Mr. Nawaz was educated at Gordon College, Rawalpindi, where he obtained a BA in economics and English literature and the Graduate School of Journalism of Columbia University in New York. He was a newscaster and news and current affairs producer for Pakistan Television from 1967 to 1972 and covered the western front of the 1971 war between Pakistan and India. He has worked for the New York Times, the World Health Organization, and has headed three separate divisions at the International Monetary Fund (IMF). He was also a director at the International Atomic Energy Agency in Vienna from 1999 to 2001, while on leave from the IMF. Mr. Nawaz was the managing editor and then Editor of Finance & Development, the multilingual quarterly of the IMF and the World Bank. He served on the editorial advisory board of the World Bank Research Observer.

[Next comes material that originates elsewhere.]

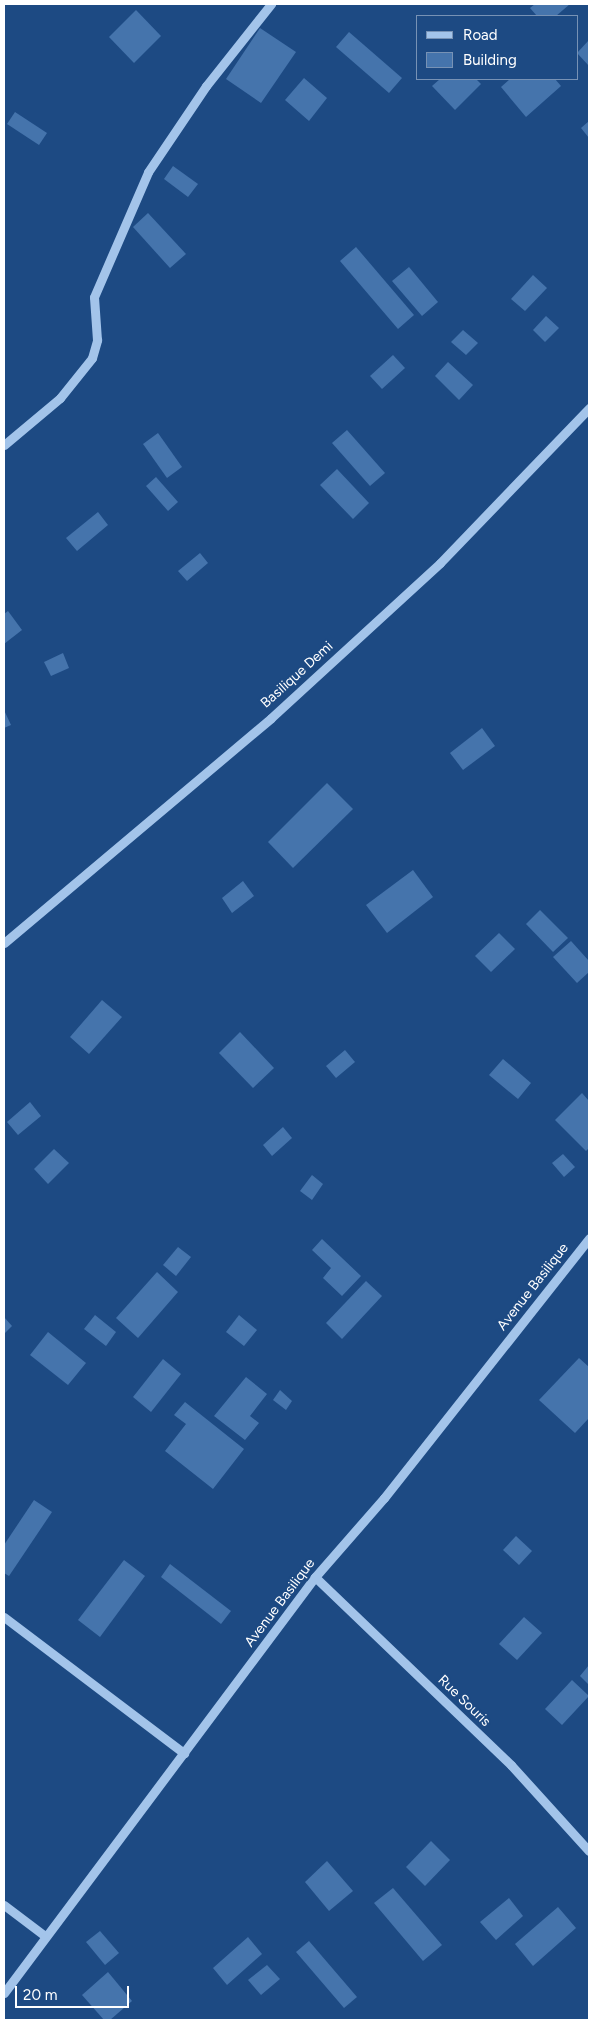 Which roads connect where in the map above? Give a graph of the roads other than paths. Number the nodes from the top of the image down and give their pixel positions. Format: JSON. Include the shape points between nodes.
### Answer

Most recently, Mr. Nawaz authored The Battle for Pakistan: The Bitter US Friendship and a Tough Neighborhood. He is the author of Crossed Swords: Pakistan, its Army, and the Wars Within (Oxford University Press 2008). He is also the principal author of FATA: A Most Dangerous Place (CSIS, Washington DC January 2009), Pakistan in the Danger Zone: A Tenuous US-Pakistan Relationship (Atlantic Council 2010), Learning by Doing: The Pakistan Army’s Experience with Counterinsurgency (Atlantic Council 2011), and India-Pakistan: The Opportunity Cost of Conflict (Atlantic Council 2014).